## [Stored items]
Content starts

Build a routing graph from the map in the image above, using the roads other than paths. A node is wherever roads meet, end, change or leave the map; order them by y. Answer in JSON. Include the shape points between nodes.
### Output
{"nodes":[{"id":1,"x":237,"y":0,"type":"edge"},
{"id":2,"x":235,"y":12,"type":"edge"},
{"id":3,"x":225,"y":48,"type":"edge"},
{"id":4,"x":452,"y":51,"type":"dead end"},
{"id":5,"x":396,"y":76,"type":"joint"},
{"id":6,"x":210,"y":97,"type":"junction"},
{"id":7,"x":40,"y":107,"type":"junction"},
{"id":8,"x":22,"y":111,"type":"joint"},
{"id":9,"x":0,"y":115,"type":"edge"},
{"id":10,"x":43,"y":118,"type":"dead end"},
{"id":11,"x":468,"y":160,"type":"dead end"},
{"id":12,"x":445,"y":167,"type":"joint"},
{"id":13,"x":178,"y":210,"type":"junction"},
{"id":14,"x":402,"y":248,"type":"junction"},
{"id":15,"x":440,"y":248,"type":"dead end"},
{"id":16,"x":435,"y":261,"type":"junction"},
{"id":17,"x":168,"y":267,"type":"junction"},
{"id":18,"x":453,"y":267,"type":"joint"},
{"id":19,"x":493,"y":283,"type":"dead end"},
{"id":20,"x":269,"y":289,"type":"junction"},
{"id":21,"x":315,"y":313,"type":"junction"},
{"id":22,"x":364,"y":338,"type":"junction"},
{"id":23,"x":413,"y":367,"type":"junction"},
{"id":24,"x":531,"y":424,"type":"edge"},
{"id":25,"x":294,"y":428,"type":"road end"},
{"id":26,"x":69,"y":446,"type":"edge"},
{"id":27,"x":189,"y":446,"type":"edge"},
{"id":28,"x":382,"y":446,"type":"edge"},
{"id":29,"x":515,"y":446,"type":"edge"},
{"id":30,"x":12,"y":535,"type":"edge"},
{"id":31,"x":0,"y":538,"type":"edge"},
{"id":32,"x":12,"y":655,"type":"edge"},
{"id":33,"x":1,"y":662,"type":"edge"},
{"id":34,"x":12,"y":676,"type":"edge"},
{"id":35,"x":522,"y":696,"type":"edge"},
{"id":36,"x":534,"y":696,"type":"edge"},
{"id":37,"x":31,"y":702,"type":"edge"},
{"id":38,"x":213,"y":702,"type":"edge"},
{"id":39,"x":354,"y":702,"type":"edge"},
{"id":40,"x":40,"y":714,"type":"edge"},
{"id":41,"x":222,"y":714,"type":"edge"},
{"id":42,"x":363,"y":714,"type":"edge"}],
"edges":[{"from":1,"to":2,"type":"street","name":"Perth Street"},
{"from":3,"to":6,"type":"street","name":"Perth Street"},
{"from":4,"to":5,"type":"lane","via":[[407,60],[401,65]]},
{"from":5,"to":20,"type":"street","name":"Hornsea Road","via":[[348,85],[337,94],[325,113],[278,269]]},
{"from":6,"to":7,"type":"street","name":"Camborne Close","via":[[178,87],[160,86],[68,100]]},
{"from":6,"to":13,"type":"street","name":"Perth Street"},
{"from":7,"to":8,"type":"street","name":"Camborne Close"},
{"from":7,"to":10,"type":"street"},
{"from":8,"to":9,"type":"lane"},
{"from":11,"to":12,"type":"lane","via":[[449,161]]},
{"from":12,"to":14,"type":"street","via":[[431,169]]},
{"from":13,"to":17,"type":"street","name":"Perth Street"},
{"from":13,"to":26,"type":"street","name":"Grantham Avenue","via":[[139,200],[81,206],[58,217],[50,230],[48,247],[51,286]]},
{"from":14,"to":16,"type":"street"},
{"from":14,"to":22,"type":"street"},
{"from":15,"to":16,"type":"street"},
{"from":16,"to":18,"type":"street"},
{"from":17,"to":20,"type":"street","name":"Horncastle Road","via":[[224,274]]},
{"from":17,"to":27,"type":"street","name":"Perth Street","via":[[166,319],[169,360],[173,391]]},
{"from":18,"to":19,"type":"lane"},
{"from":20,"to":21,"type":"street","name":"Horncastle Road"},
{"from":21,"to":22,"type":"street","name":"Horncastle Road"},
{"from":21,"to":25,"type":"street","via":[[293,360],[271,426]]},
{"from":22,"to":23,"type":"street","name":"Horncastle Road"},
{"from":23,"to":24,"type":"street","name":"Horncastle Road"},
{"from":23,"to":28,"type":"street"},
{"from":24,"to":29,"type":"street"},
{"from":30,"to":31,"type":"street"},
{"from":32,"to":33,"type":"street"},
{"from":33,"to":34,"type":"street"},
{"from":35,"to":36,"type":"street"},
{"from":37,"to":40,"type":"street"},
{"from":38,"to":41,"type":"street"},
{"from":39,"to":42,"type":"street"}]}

Content ends

Collect every line above that contains the word "nodes".

Build a routing graph from the map in the image above, using the roads other than paths. A node is wherever roads meet, end, change or leave the map; order them by y. Answer in JSON. Include the shape points between nodes.
{"nodes":[{"id":1,"x":237,"y":0,"type":"edge"},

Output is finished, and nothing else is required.